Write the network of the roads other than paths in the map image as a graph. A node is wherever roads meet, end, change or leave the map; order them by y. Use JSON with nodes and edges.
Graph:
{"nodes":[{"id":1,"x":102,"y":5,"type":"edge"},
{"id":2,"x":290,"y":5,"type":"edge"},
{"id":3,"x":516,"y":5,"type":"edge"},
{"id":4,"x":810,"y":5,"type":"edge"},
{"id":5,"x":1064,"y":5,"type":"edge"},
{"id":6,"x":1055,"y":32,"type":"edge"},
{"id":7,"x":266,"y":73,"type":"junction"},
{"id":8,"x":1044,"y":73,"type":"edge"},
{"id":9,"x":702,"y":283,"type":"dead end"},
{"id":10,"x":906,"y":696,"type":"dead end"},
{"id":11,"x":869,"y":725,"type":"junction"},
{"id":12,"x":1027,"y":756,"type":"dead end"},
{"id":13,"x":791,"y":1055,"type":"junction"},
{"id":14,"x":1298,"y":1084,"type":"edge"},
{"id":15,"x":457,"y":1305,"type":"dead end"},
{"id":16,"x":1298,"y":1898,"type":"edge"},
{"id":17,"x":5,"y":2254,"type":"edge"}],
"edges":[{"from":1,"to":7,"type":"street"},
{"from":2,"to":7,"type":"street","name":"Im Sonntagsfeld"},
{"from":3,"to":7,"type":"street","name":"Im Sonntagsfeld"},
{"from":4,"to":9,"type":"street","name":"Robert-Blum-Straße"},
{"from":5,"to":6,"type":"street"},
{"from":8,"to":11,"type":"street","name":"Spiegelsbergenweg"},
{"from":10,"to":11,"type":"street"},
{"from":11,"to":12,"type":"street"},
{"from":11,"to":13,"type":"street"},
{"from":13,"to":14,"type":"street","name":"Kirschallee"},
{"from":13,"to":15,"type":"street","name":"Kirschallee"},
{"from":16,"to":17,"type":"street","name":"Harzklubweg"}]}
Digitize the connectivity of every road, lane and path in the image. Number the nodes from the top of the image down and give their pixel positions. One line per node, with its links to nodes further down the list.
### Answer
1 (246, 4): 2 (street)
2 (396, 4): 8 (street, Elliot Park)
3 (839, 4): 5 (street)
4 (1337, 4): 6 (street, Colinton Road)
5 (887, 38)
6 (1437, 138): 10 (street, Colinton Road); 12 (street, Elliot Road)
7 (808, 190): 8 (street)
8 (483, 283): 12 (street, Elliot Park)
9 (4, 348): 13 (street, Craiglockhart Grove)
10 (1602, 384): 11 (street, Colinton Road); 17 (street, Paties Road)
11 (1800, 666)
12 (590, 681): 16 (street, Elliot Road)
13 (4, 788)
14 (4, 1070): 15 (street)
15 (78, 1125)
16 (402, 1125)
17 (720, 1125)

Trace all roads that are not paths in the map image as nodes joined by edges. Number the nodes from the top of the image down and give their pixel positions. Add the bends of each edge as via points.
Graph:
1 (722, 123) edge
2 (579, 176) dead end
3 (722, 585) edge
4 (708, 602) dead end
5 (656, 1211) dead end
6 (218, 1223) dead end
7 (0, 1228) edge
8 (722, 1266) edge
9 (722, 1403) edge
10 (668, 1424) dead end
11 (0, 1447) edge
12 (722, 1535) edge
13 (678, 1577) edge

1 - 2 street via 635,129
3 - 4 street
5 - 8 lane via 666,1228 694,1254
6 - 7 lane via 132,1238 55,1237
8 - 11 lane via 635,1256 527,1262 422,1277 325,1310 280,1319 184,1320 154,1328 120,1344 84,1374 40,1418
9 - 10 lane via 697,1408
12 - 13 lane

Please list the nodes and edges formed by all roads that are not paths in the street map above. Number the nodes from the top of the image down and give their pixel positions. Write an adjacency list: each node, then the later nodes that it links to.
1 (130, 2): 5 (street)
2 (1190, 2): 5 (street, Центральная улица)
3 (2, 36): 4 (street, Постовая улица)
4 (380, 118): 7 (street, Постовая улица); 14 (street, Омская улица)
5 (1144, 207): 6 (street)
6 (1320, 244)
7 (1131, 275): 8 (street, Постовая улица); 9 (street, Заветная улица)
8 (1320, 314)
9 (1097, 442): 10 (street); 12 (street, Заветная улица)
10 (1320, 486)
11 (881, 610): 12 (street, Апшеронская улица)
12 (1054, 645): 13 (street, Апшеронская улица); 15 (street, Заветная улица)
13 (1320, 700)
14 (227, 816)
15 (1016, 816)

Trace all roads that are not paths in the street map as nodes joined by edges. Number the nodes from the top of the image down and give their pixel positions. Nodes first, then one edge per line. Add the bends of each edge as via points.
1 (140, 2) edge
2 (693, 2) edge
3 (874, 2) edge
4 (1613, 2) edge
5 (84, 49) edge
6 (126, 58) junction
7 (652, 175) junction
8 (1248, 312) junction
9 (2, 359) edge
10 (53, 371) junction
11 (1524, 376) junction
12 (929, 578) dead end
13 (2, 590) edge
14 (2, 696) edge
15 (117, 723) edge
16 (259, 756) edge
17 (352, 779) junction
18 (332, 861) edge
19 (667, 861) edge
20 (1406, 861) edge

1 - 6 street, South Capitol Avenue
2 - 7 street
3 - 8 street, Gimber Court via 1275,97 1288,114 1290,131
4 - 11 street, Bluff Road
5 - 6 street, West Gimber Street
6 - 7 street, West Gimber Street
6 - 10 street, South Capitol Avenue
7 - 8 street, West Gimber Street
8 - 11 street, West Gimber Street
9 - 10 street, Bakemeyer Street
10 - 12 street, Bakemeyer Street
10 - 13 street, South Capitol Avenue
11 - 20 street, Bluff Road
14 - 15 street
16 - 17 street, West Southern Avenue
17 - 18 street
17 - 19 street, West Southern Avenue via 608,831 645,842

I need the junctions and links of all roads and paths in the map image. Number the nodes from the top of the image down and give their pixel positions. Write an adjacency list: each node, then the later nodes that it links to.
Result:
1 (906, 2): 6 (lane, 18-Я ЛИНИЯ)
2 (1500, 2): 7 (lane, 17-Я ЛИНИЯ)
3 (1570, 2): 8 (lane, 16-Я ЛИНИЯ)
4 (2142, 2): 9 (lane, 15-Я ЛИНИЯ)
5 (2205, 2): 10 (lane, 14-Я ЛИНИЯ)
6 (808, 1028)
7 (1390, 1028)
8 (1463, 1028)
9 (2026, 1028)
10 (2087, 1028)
+ + + + +
_Problem details_
Say how many lines of the listing above include the word "with", and give no other text.

_Result_
2